◆ **About this exercise**:
Every line holding the word "dead" should be copied from the material.

◆ **Record excerpts**:
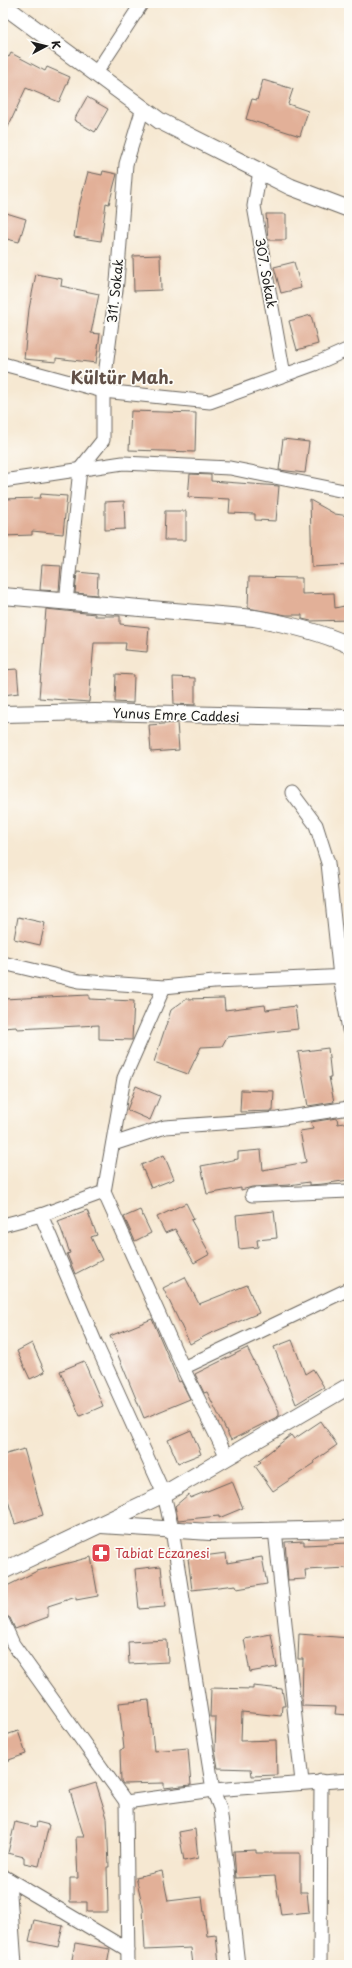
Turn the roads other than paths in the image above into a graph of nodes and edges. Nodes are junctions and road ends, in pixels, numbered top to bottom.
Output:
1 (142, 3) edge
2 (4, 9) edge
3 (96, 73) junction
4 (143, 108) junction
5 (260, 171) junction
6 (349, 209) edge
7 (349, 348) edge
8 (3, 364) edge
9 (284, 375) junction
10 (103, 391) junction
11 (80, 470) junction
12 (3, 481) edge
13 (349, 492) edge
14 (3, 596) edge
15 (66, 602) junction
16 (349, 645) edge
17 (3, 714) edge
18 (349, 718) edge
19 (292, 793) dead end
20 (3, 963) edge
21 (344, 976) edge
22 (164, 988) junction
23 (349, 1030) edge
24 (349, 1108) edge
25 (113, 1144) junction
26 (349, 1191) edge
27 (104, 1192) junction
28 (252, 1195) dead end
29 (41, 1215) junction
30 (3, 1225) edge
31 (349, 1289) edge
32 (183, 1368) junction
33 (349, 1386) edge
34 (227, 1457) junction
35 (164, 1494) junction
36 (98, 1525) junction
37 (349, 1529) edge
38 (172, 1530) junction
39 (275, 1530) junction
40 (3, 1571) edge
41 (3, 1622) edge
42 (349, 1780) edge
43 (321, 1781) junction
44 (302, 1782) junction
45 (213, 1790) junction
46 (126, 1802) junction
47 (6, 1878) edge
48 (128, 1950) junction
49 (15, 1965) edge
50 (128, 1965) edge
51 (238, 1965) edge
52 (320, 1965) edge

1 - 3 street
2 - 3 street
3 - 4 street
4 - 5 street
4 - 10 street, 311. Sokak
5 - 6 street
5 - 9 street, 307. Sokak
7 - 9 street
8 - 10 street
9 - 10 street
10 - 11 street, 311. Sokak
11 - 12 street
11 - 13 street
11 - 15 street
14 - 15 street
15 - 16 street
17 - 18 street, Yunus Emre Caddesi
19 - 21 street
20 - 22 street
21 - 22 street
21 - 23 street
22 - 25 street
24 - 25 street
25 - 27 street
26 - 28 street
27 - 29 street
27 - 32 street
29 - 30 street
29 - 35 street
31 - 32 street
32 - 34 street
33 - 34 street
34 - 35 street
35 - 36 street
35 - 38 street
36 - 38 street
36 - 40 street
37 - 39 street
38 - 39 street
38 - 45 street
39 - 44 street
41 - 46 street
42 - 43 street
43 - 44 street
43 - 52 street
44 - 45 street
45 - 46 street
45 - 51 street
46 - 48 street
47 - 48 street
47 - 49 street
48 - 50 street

◆ **Expected answer**:
19 (292, 793) dead end
28 (252, 1195) dead end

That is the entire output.